A North Carolina-based manufacturer of construction, transportation and industrial products intends to increase its presence in Utah.
    The Carlisle Companies Inc., now in the midst of building a new 250,000-square-foot roofing membrane production plant in Tooele for its Carlisle SynTec subsidiary, said Thursday it plans to build a second plant for another of its operating arms.
    The second Tooele facility will be constructed for Carlisle's Hunter Panels subsidiary, which manufactures roofing insulation used in industrial and commercial buildings at four other locations in the United States.
    "Usually, the two companies [SynTec and Hunter Panels] have similar-sized plants," said Mari Killian, a spokeswoman for Carlisle SynTec.

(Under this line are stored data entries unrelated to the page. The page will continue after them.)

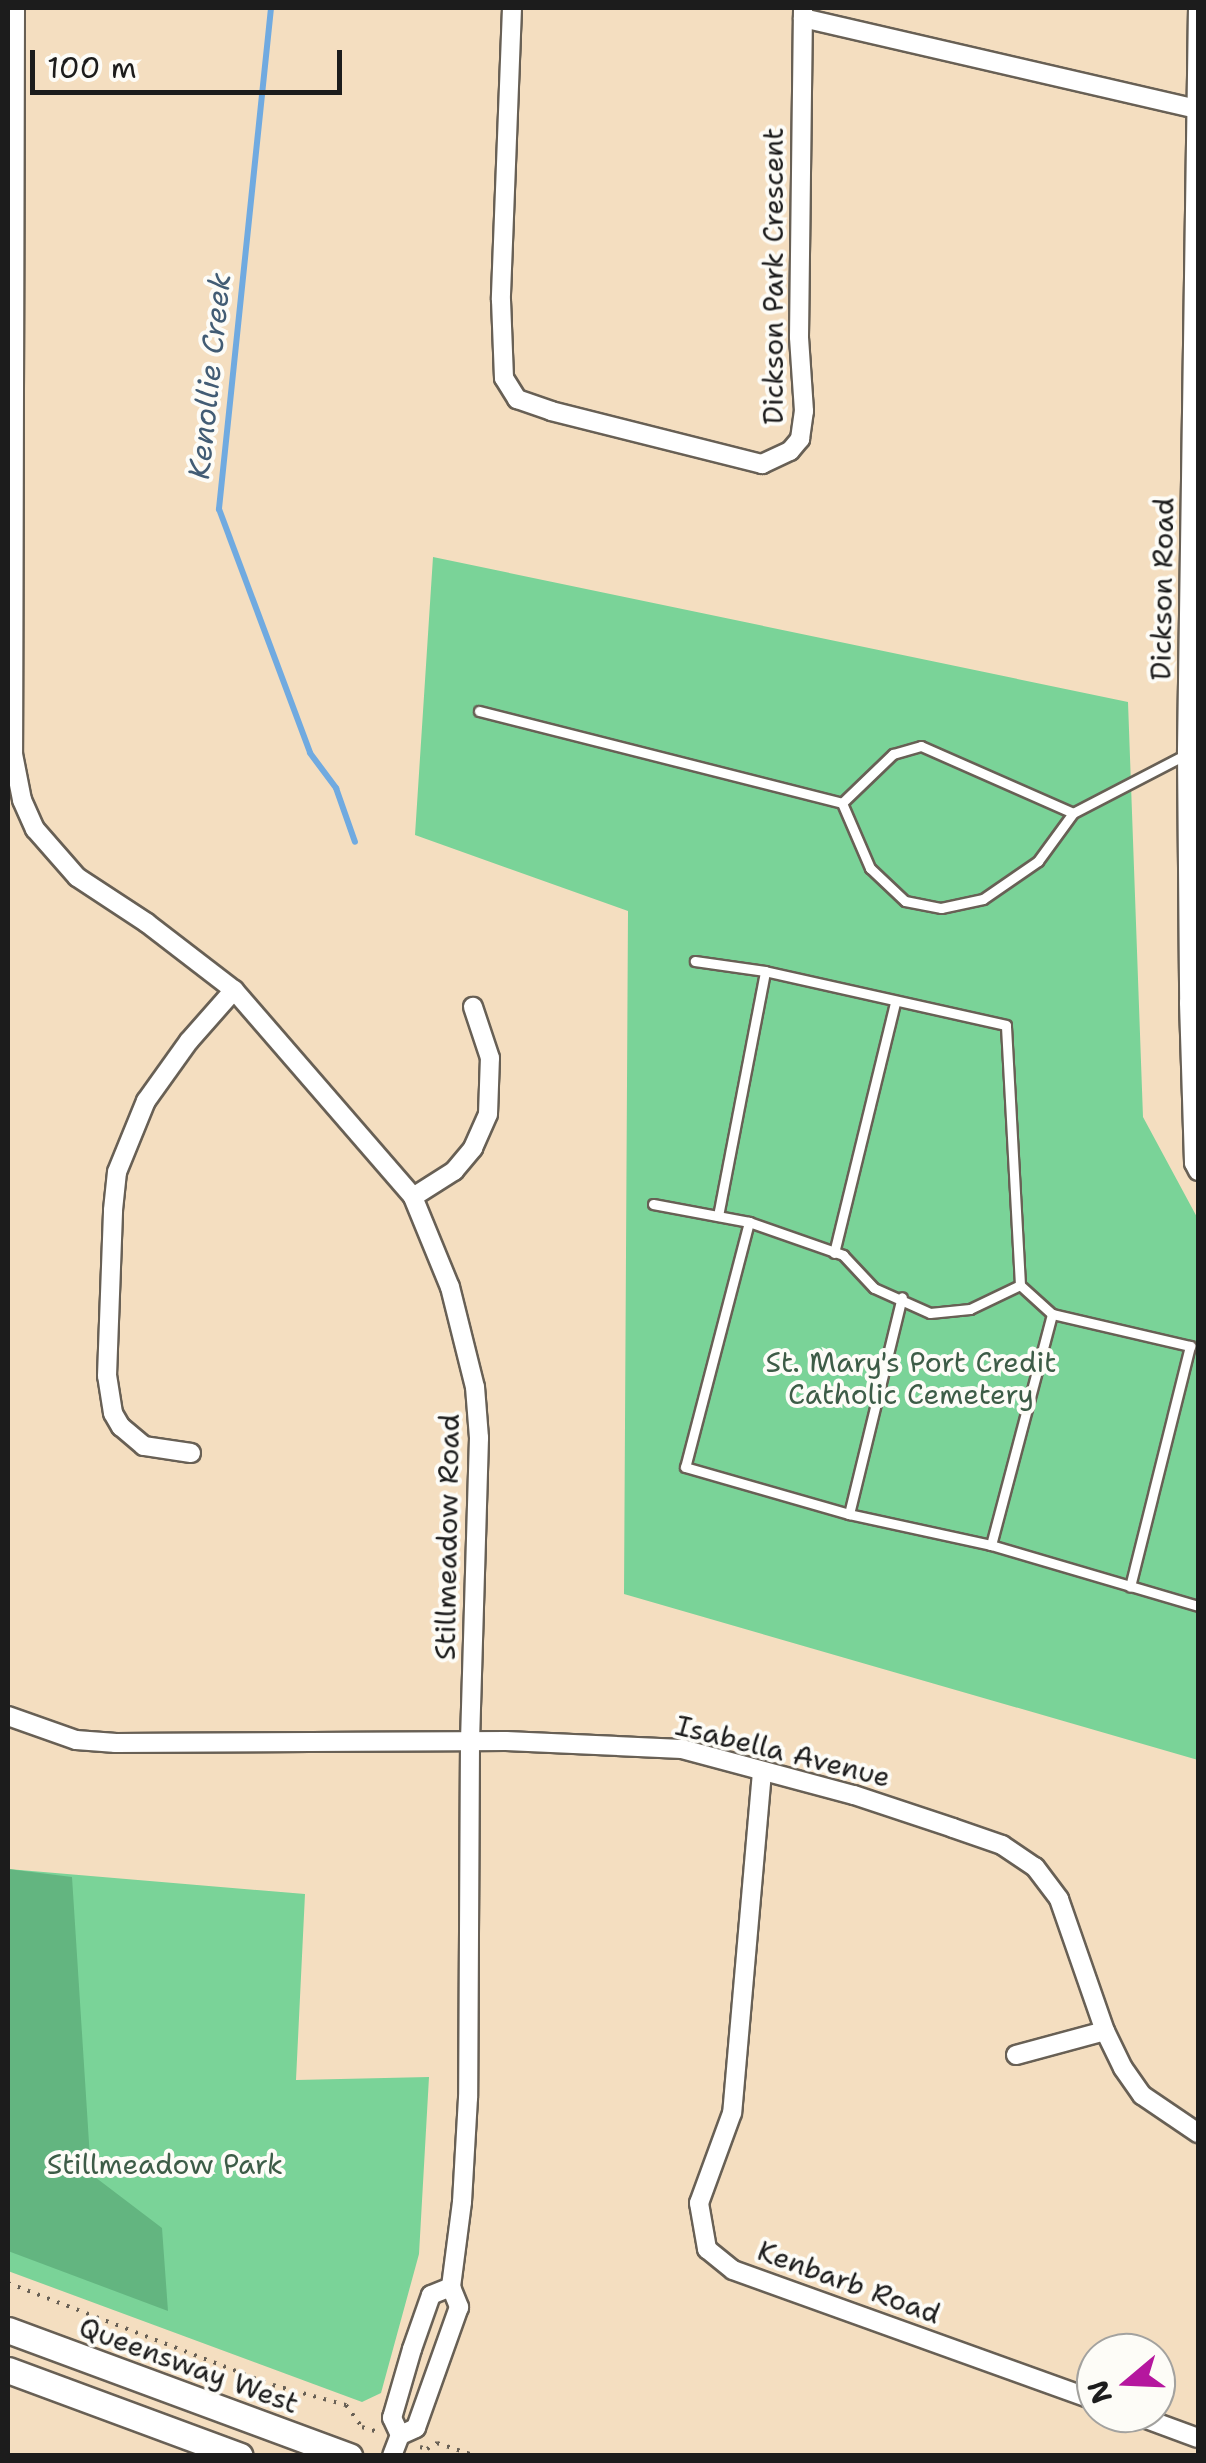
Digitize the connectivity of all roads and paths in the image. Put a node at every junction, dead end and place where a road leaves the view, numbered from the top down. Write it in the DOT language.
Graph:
graph roads {
  1 [pos="14,8"];
  2 [pos="512,8"];
  3 [pos="1198,8"];
  4 [pos="803,13"];
  5 [pos="1197,109"];
  6 [pos="479,711"];
  7 [pos="1187,754"];
  8 [pos="842,803"];
  9 [pos="1073,813"];
  10 [pos="695,961"];
  11 [pos="765,972"];
  12 [pos="234,990"];
  13 [pos="895,1002"];
  14 [pos="473,1007"];
  15 [pos="1198,1171"];
  16 [pos="414,1197"];
  17 [pos="653,1204"];
  18 [pos="718,1216"];
  19 [pos="749,1222"];
  20 [pos="834,1253"];
  21 [pos="1020,1285"];
  22 [pos="902,1297"];
  23 [pos="1052,1314"];
  24 [pos="191,1453"];
  25 [pos="849,1514"];
  26 [pos="991,1544"];
  27 [pos="1130,1587"];
  28 [pos="1198,1606"];
  29 [pos="8,1716"];
  30 [pos="470,1743"];
  31 [pos="762,1772"];
  32 [pos="1105,2031"];
  33 [pos="1016,2055"];
  34 [pos="1198,2133"];
  35 [pos="8,2283"];
  36 [pos="451,2287"];
  37 [pos="8,2330"];
  38 [pos="8,2370"];
  39 [pos="1076,2393"];
  40 [pos="362,2427"];
  41 [pos="400,2435"];
  42 [pos="427,2449"];
  43 [pos="240,2456"];
  44 [pos="349,2456"];
  45 [pos="392,2456"];
  46 [pos="476,2456"];
  1 -- 12 [label="street, Stillmeadow Road"];
  2 -- 4 [label="street, Dickson Park Crescent"];
  3 -- 5 [label="street, Dickson Road"];
  4 -- 5 [label="street, Dickson Park Crescent"];
  5 -- 7 [label="street, Dickson Road"];
  6 -- 8 [label="lane"];
  7 -- 9 [label="lane"];
  7 -- 15 [label="street, Dickson Road"];
  8 -- 9 [label="lane"];
  8 -- 9 [label="lane"];
  10 -- 11 [label="lane"];
  11 -- 13 [label="lane"];
  11 -- 18 [label="lane"];
  12 -- 16 [label="street, Stillmeadow Road"];
  12 -- 24 [label="street"];
  13 -- 20 [label="lane"];
  13 -- 21 [label="lane"];
  14 -- 16 [label="street"];
  16 -- 30 [label="street, Stillmeadow Road"];
  17 -- 18 [label="lane"];
  18 -- 19 [label="lane"];
  19 -- 20 [label="lane"];
  19 -- 25 [label="lane"];
  20 -- 22 [label="lane"];
  21 -- 22 [label="lane"];
  21 -- 23 [label="lane"];
  22 -- 25 [label="lane"];
  23 -- 26 [label="lane"];
  23 -- 27 [label="lane"];
  25 -- 26 [label="lane"];
  26 -- 27 [label="lane"];
  27 -- 28 [label="lane"];
  29 -- 30 [label="street, Isabella Avenue"];
  30 -- 31 [label="street, Isabella Avenue"];
  30 -- 36 [label="street, Stillmeadow Road"];
  31 -- 32 [label="street, Isabella Avenue"];
  31 -- 39 [label="street, Kenbarb Road"];
  32 -- 33 [label="street"];
  32 -- 34 [label="street, Isabella Avenue"];
  35 -- 40 [label="path"];
  36 -- 41 [label="street, Stillmeadow Road"];
  36 -- 41 [label="street, Stillmeadow Road"];
  37 -- 44 [label="main road, Queensway West"];
  38 -- 43 [label="main road"];
  41 -- 45 [label="street, Stillmeadow Road"];
  42 -- 46 [label="path"];
}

    Carlisle announced in August that it intended to build a manufacturing facility in Tooele for Carlisle SynTec that would employ about 70 people. Production equipment for that plant is now being delivered, Killian said, indicating that the new facility will open in October or early November.
    While additional details of the new Hunter Panels plant were unavailable from the company, a statement from Carlisle chief executive Richmond McKinnish said the two facilities were paired up in Tooele to "enhance both Hunter Panel's and Carlisle SynTec's service capabilities to the Western United States and Canadian markets."
    Like Carlisle SynTec, the new Hunter Panels plant will be built in the Utah Industrial Depot, a 1,700-acre business park that once was part of Tooele Army Depot, which was closed by the U.S. Army in 1995.
    The Hunter Panels plant will solidify Carlisle's position as one of the Tooele area's major employers.
   Employees at the Carlisle SynTec facility are expected to make approximately $13 an hour plus benefits, a pay scale that could be duplicated at the new Hunter Panels plant.
    Carlisle's announcement of a second plant surprised Tooele City economic development officials.
    "They had talked early on about bringing in another product line, but we hadn't heard if that meant they were going to expand their SynTec plant or build another," said Brian Berendt, Tooele's economic development director.